→ About this exercise
The required output is a copy of each line in the material below that includes "thumb".

→ Data for analysis
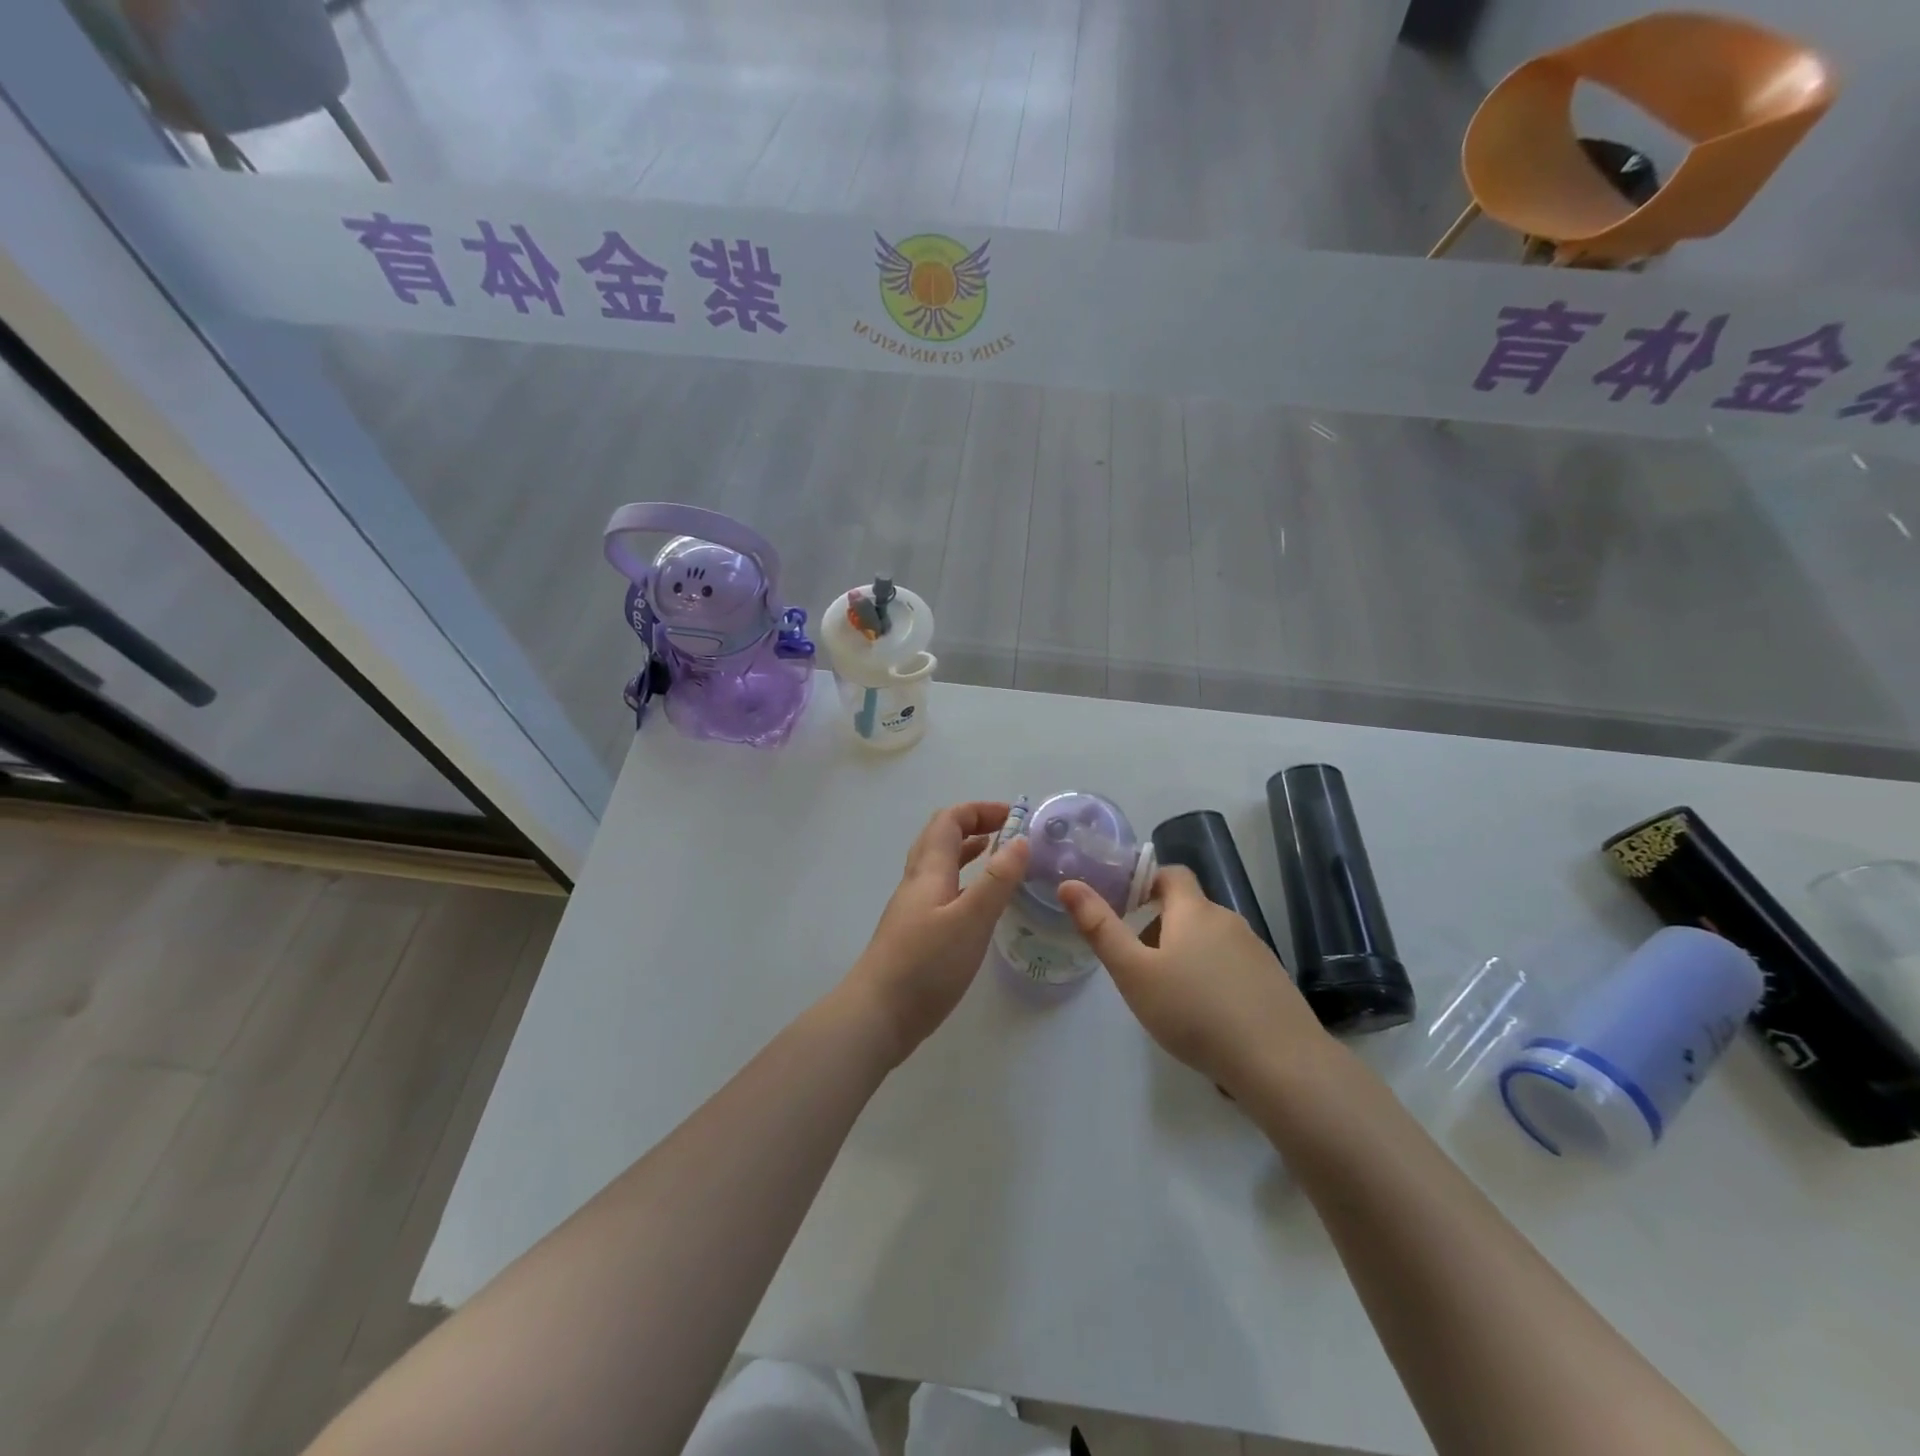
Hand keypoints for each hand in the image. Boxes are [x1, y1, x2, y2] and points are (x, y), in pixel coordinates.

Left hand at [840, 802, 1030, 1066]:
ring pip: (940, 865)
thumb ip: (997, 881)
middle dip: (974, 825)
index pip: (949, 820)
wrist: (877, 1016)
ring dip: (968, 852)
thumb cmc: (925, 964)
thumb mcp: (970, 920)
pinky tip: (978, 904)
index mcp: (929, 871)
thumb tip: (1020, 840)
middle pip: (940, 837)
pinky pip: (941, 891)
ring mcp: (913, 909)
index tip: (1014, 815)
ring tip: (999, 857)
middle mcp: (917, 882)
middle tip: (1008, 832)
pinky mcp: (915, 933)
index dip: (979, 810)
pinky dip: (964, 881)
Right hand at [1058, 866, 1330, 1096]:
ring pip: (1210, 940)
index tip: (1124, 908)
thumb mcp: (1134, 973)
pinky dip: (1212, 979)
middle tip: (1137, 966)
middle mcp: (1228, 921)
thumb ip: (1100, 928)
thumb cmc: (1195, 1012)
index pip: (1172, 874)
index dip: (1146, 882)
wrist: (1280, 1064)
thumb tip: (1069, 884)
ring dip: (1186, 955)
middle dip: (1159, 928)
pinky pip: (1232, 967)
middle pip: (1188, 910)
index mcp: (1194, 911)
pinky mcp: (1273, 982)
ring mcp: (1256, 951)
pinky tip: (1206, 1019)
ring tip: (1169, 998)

→ Exercise response
thumb ip: (997, 881)
thumb cmc: (925, 964)
thumb mcp: (970, 920)
thumb tip: (1020, 840)
thumb mcp: (1134, 973)
thumb ip: (1100, 928)
thumb cmc: (1195, 1012)
thumb tip: (1069, 884)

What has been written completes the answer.